ASSIGNMENT -
Every entry needs to be written out again exactly, with its pictures removed.

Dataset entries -
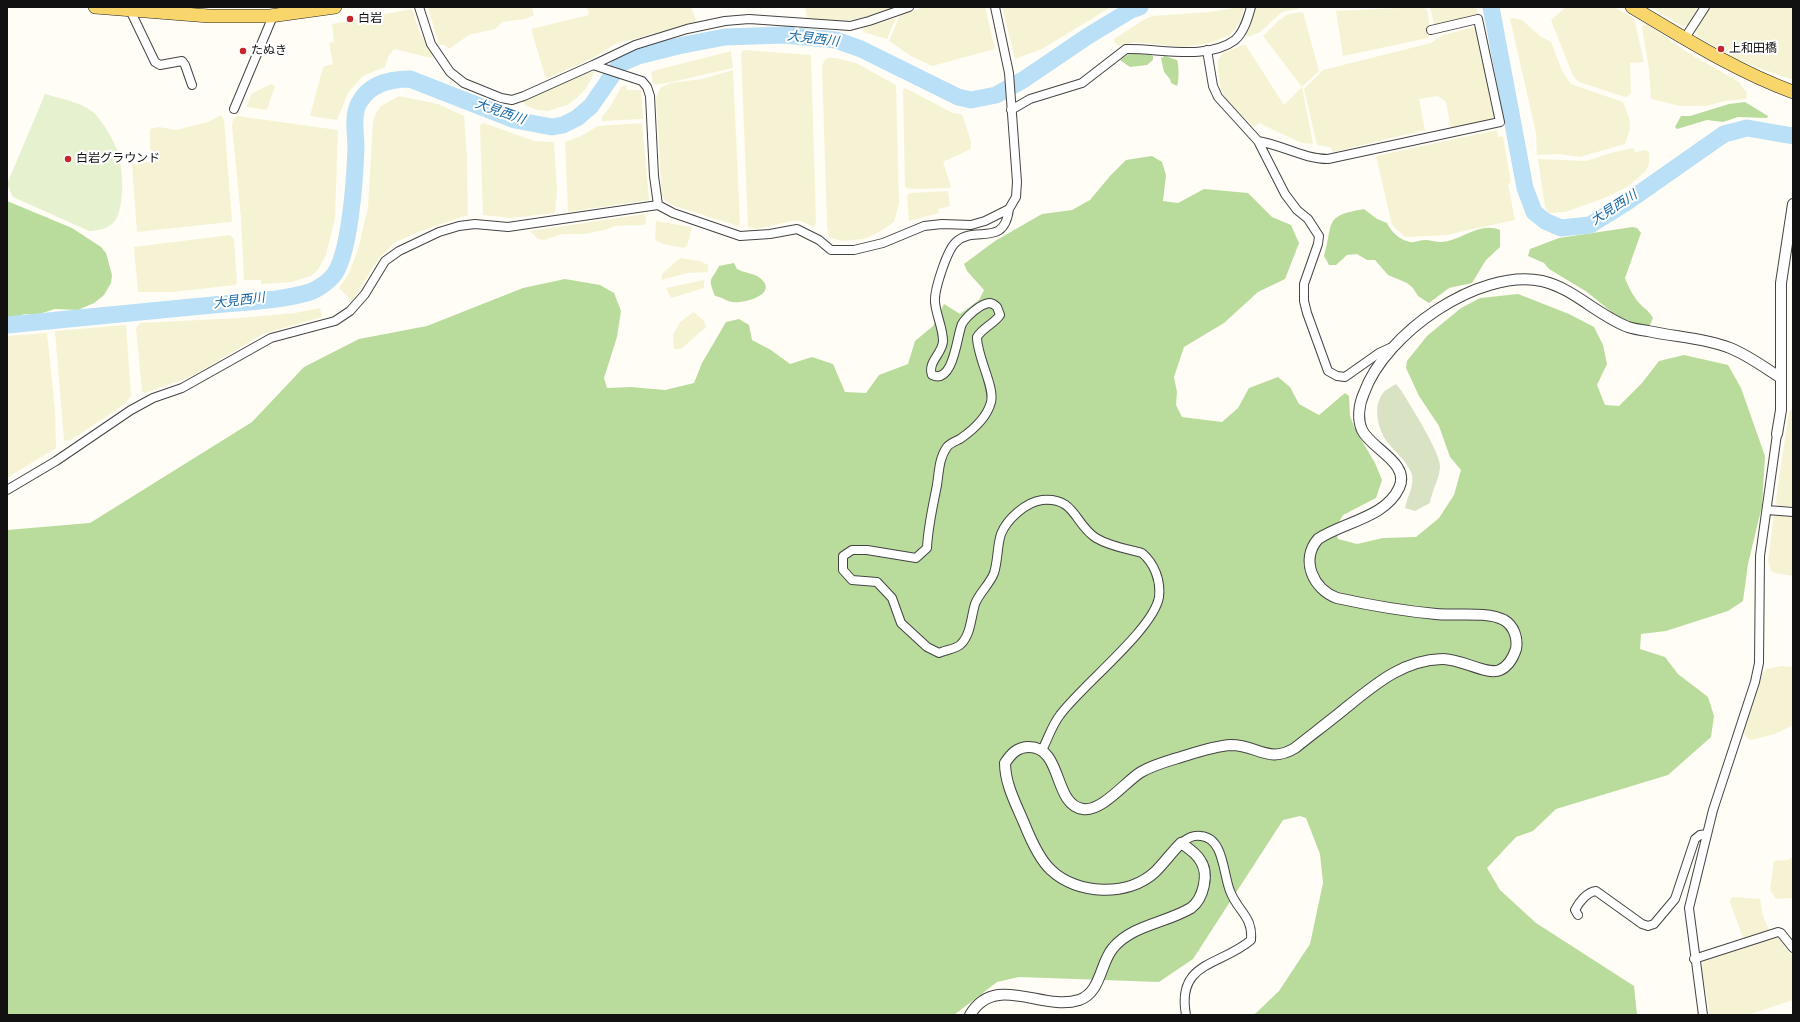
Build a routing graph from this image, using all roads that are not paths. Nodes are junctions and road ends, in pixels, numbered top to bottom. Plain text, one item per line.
1 (95, 7) edge
2 (336, 7) edge
3 (419, 7) edge
4 (909, 7) edge
5 (995, 7) edge
6 (1251, 7) edge
7 (1632, 7) edge
8 (1705, 7) edge
9 (130, 10) junction
10 (273, 16) junction
11 (1431, 30) dead end
12 (1685, 38) junction
13 (1207, 50) junction
14 (596, 66) junction
15 (192, 85) dead end
16 (1793, 92) edge
17 (1011, 106) junction
18 (234, 109) dead end
19 (1258, 141) junction
20 (1793, 204) edge
21 (658, 205) junction
22 (1009, 209) junction
23 (1390, 348) junction
24 (1781, 378) junction
25 (1777, 434) joint
26 (7, 490) edge
27 (1767, 510) junction
28 (1793, 512) edge
29 (1042, 750) junction
30 (1707, 834) junction
31 (1182, 843) junction
32 (1578, 915) dead end
33 (1793, 948) edge
34 (1694, 959) junction
35 (970, 1015) edge
36 (1186, 1015) edge
37 (1703, 1015) edge

1 - 9 main road
2 - 10 main road
3 - 14 street
4 - 14 street
5 - 17 street
6 - 13 street
7 - 12 main road
8 - 12 street
9 - 10 main road
9 - 15 street
10 - 18 street
11 - 19 street
12 - 16 main road
13 - 17 street
13 - 19 street
14 - 21 street
17 - 22 street
19 - 23 street
20 - 24 street
21 - 22 street
21 - 26 street
22 - 29 street
23 - 24 street
23 - 29 street
24 - 25 street
25 - 27 street
27 - 28 street
27 - 30 street
29 - 31 street
30 - 32 street
30 - 34 street
31 - 35 street
31 - 36 street
33 - 34 street
34 - 37 street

RESPONSE BELOW -
Build a routing graph from this image, using all roads that are not paths. Nodes are junctions and road ends, in pixels, numbered top to bottom. Plain text, one item per line.
1 (95, 7) edge
2 (336, 7) edge
3 (419, 7) edge
4 (909, 7) edge
5 (995, 7) edge
6 (1251, 7) edge
7 (1632, 7) edge
8 (1705, 7) edge
9 (130, 10) junction
10 (273, 16) junction
11 (1431, 30) dead end
12 (1685, 38) junction
13 (1207, 50) junction
14 (596, 66) junction
15 (192, 85) dead end
16 (1793, 92) edge
17 (1011, 106) junction
18 (234, 109) dead end
19 (1258, 141) junction
20 (1793, 204) edge
21 (658, 205) junction
22 (1009, 209) junction
23 (1390, 348) junction
24 (1781, 378) junction
25 (1777, 434) joint
26 (7, 490) edge
27 (1767, 510) junction
28 (1793, 512) edge
29 (1042, 750) junction
30 (1707, 834) junction
31 (1182, 843) junction
32 (1578, 915) dead end
33 (1793, 948) edge
34 (1694, 959) junction
35 (970, 1015) edge
36 (1186, 1015) edge
37 (1703, 1015) edge

1 - 9 main road
2 - 10 main road
3 - 14 street
4 - 14 street
5 - 17 street
6 - 13 street
7 - 12 main road
8 - 12 street
9 - 10 main road
9 - 15 street
10 - 18 street
11 - 19 street
12 - 16 main road
13 - 17 street
13 - 19 street
14 - 21 street
17 - 22 street
19 - 23 street
20 - 24 street
21 - 22 street
21 - 26 street
22 - 29 street
23 - 24 street
23 - 29 street
24 - 25 street
25 - 27 street
27 - 28 street
27 - 30 street
29 - 31 street
30 - 32 street
30 - 34 street
31 - 35 street
31 - 36 street
33 - 34 street
34 - 37 street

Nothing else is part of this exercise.